▶ **WORK INSTRUCTION**:
Beginning with the opening line of the entries, return every line through the one containing "Digitize the connectivity of every", both included, and nothing else. Omit pictures.

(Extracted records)
------------------------------
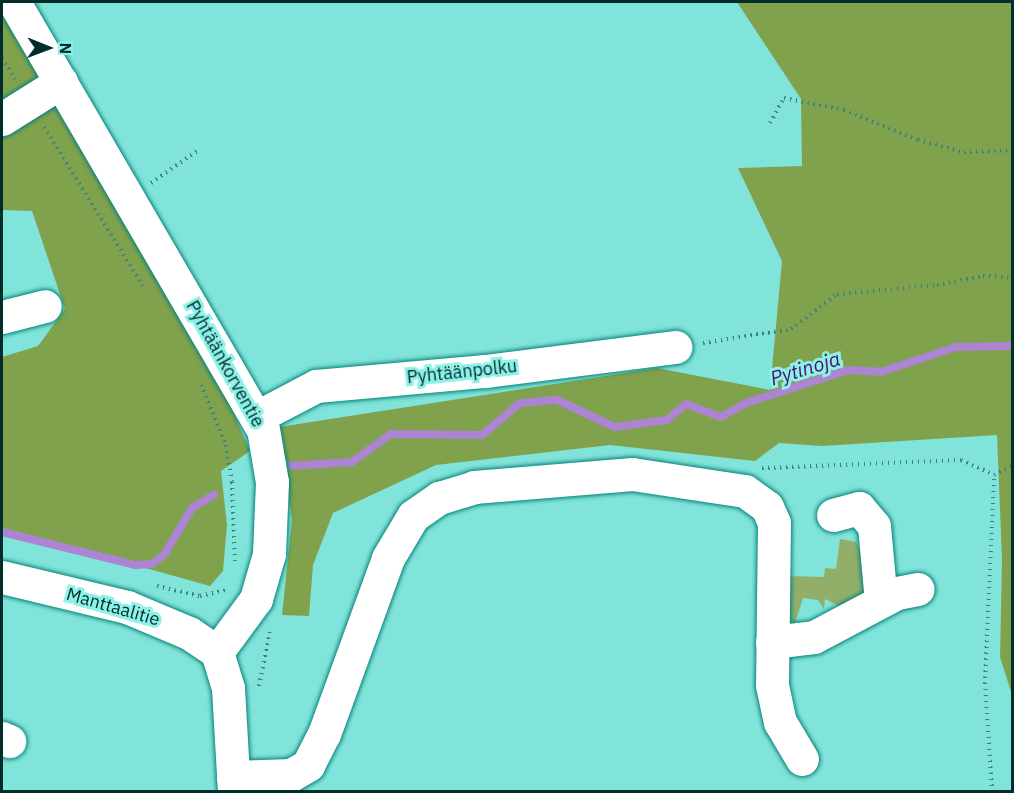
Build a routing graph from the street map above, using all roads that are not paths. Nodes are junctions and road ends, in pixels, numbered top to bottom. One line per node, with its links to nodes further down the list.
1 (14, 2): 2 (street, Pyhtäänkorventie)
2 (61, 82): 3 (street); 7 (street, Pyhtäänkorventie)
3 (2, 119)
4 (45, 306): 5 (street)
5 (2, 317)
6 (675, 347): 7 (street, Pyhtäänpolku)
7 (257, 417): 13 (street, Pyhtäänkorventie)
8 (833, 515): 11 (street)
9 (2, 577): 13 (street, Manttaalitie)
10 (918, 589): 11 (street)
11 (881, 601): 12 (street)
12 (772, 642): 14 (street); 15 (street)
13 (217, 652): 15 (street)
14 (802, 759)
15 (233, 784)

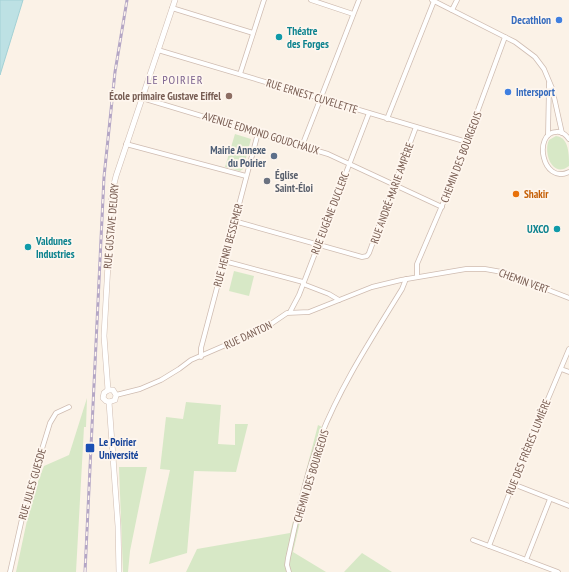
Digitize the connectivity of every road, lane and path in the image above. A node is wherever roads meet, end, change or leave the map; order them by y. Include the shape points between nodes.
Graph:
1 (175, 0) edge
2 (264, 0) edge
3 (311, 0) edge
4 (359, 0) edge
5 (433, 0) edge
6 (457, 0) edge
7 (172, 8) junction
8 (452, 10) junction
9 (353, 14) junction
10 (253, 32) junction
11 (505, 37) junction
12 (158, 50) junction
13 (240, 74) junction
14 (549, 80) junction
15 (142, 98) junction
16 (320, 98) junction
17 (369, 113) junction
18 (387, 119) junction
19 (416, 127) junction
20 (258, 133) junction
21 (562, 133) junction
22 (548, 134) junction
23 (569, 139) edge
24 (466, 142) junction
25 (126, 144) junction
26 (302, 146) junction
27 (349, 163) junction
28 (569, 172) edge
29 (246, 176) junction
30 (395, 184) junction
31 (442, 207) junction
32 (234, 221) junction
33 (318, 244) junction
34 (224, 261) junction
35 (417, 277) junction
36 (406, 279) junction
37 (303, 283) junction
38 (569, 298) edge
39 (339, 300) junction
40 (290, 312) junction
41 (569, 349) edge
42 (201, 356) junction
43 (561, 369) junction
44 (569, 372) edge
45 (108, 390) junction
46 (116, 395) junction
47 (109, 402) junction
48 (69, 407) dead end
49 (513, 484) junction
50 (550, 499) junction
51 (569, 506) edge
52 (472, 540) dead end
53 (489, 546) junction
54 (526, 560) junction
55 (10, 572) edge
56 (119, 572) edge
57 (289, 572) edge
58 (558, 572) edge

1 - 7 street, RUE GUSTAVE DELORY
2 - 10 street
3 - 9 street
4 - 9 street
5 - 8 street
5 - 18 street
6 - 8 street
7 - 10 street
7 - 12 street, RUE GUSTAVE DELORY
8 - 11 street
9 - 16 street
10 - 13 street
11 - 14 street via 535,57
11 - 24 street, CHEMIN DES BOURGEOIS
12 - 13 street, RUE ERNEST CUVELETTE
12 - 15 street, RUE GUSTAVE DELORY
13 - 16 street, RUE ERNEST CUVELETTE
14 - 21 street via 555,94
14 - 22 street
15 - 20 street, AVENUE EDMOND GOUDCHAUX
15 - 25 street, RUE GUSTAVE DELORY
16 - 17 street, RUE ERNEST CUVELETTE
16 - 26 street
17 - 18 street, RUE ERNEST CUVELETTE
17 - 27 street, RUE EUGÈNE DUCLERC
18 - 19 street, RUE ERNEST CUVELETTE
19 - 24 street, RUE ERNEST CUVELETTE
19 - 30 street, RUE ANDRÉ-MARIE AMPÈRE
20 - 26 street, AVENUE EDMOND GOUDCHAUX
20 - 29 street, RUE HENRI BESSEMER
21 - 22 street
21 - 23 street
22 - 28 street via 543,146 547,165 558,174
24 - 31 street, CHEMIN DES BOURGEOIS
25 - 29 street
25 - 45 street, RUE GUSTAVE DELORY via 114,181 111,201 104,342
26 - 27 street, AVENUE EDMOND GOUDCHAUX
27 - 30 street, AVENUE EDMOND GOUDCHAUX
27 - 33 street, RUE EUGÈNE DUCLERC
29 - 32 street, RUE HENRI BESSEMER
30 - 31 street, AVENUE EDMOND GOUDCHAUX
30 - 33 street, RUE ANDRÉ-MARIE AMPÈRE via 369,253 362,256
31 - 35 street, CHEMIN DES BOURGEOIS via 417,264
32 - 33 street
32 - 34 street, RUE HENRI BESSEMER
33 - 37 street, RUE EUGÈNE DUCLERC
34 - 37 street
34 - 42 street, RUE HENRI BESSEMER
35 - 36 street, CHEMIN VERT
35 - 38 street, CHEMIN VERT via 470,269 492,270
36 - 39 street
36 - 57 street, CHEMIN DES BOURGEOIS via 344,384 321,436 288,558
37 - 39 street
37 - 40 street, RUE EUGÈNE DUCLERC
39 - 40 street via 309,312
40 - 42 street, RUE DANTON via 260,331
41 - 43 street, RUE DES FRÈRES LUMIÈRE
42 - 46 street, RUE DANTON via 140,389
43 - 44 street
43 - 49 street, RUE DES FRÈRES LUMIÈRE
45 - 46 street via 113,390
45 - 47 street via 103,397
46 - 47 street via 114,400
47 - 56 street via 118,520
48 - 55 street, RUE JULES GUESDE via 56,413 50,423 27,497
49 - 50 street
49 - 53 street, RUE DES FRÈRES LUMIÈRE
50 - 51 street
50 - 54 street
52 - 53 street
53 - 54 street
54 - 58 street

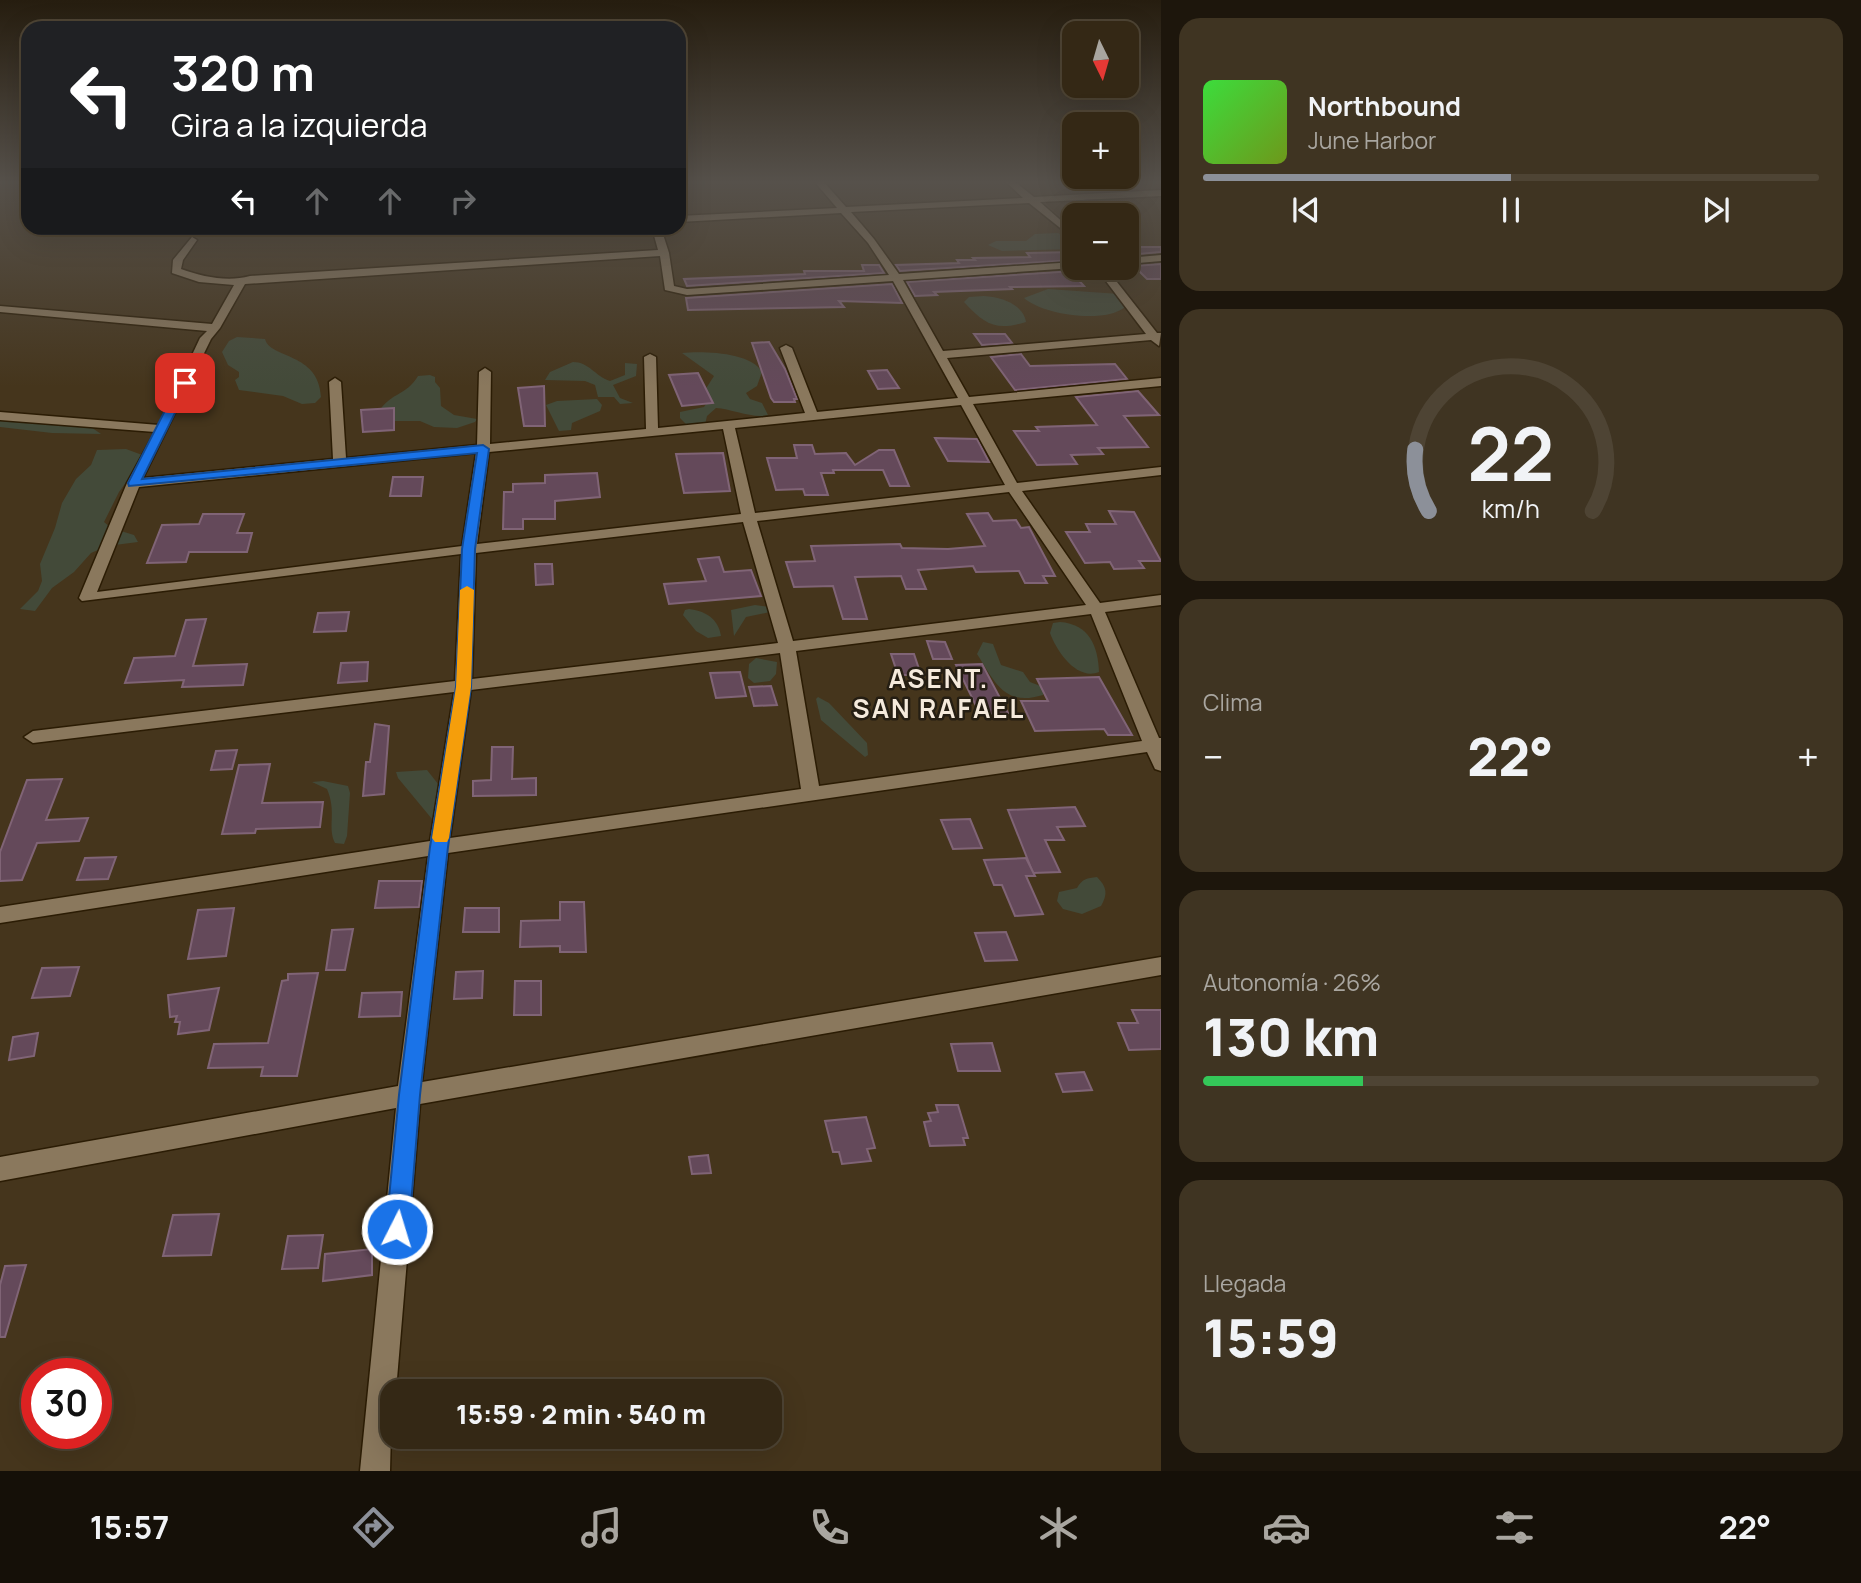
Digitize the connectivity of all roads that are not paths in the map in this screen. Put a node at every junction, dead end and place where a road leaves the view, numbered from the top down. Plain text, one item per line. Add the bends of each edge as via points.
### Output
1 (185, 250) edge
2 (663, 250) edge
3 (874, 250) edge
4 (664, 253) junction
5 (1161, 258) edge
6 (1139, 260) edge
7 (1062, 266) edge
8 (896, 277) junction
9 (1111, 280) edge
10 (241, 282) junction
11 (0, 309) edge
12 (215, 328) junction
13 (1158, 339) edge
14 (786, 348) dead end
15 (942, 355) junction
16 (650, 357) dead end
17 (485, 372) dead end
18 (335, 382) dead end
19 (1161, 382) edge
20 (966, 401) junction
21 (812, 415) junction
22 (0, 416) edge
23 (728, 425) junction
24 (163, 429) junction
25 (652, 431) junction
26 (483, 449) junction
27 (340, 462) junction
28 (1161, 471) edge
29 (134, 483) junction
30 (1014, 489) junction
31 (749, 518) junction
32 (469, 549) junction
33 (1161, 600) edge
34 (1096, 608) junction
35 (787, 647) junction
36 (463, 687) junction
37 (33, 737) dead end
38 (1156, 745) edge
39 (1161, 765) edge
40 (811, 794) junction
41 (439, 847) junction
42 (0, 915) edge
43 (1161, 966) edge
44 (409, 1095) junction
45 (0, 1169) edge
46 (375, 1471) edge

1 - 10 street via 176,271 199,279
2 - 4 street
3 - 8 street
4 - 8 street via 669,288 687,292
4 - 10 street
5 - 6 street
7 - 8 street
8 - 15 street
9 - 13 street
10 - 12 street
11 - 12 street
12 - 24 street
13 - 15 street
14 - 21 street
15 - 20 street
16 - 25 street
17 - 26 street
18 - 27 street
19 - 20 street
20 - 21 street
20 - 30 street
21 - 23 street
22 - 24 street
23 - 25 street
23 - 31 street
24 - 29 street
25 - 26 street
26 - 27 street
26 - 32 street
27 - 29 street
28 - 30 street
29 - 32 street via 86,598
30 - 31 street
30 - 34 street
31 - 32 street
31 - 35 street
32 - 36 street
33 - 34 street
34 - 35 street
34 - 38 street
35 - 36 street
35 - 40 street
36 - 37 street
36 - 41 street
38 - 39 street
38 - 40 street
40 - 41 street
41 - 42 street
41 - 44 street
43 - 44 street
44 - 45 street
44 - 46 street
------------------------------
▶ **RESPONSE FOR THIS EXERCISE**:
Build a routing graph from the street map above, using all roads that are not paths. Nodes are junctions and road ends, in pixels, numbered top to bottom. One line per node, with its links to nodes further down the list.
1 (14, 2): 2 (street, Pyhtäänkorventie)
2 (61, 82): 3 (street); 7 (street, Pyhtäänkorventie)
3 (2, 119)
4 (45, 306): 5 (street)
5 (2, 317)
6 (675, 347): 7 (street, Pyhtäänpolku)
7 (257, 417): 13 (street, Pyhtäänkorventie)
8 (833, 515): 11 (street)
9 (2, 577): 13 (street, Manttaalitie)
10 (918, 589): 11 (street)
11 (881, 601): 12 (street)
12 (772, 642): 14 (street); 15 (street)
13 (217, 652): 15 (street)
14 (802, 759)
15 (233, 784)

Digitize the connectivity of every road, lane and path in the image above. A node is wherever roads meet, end, change or leave the map; order them by y. Include the shape points between nodes.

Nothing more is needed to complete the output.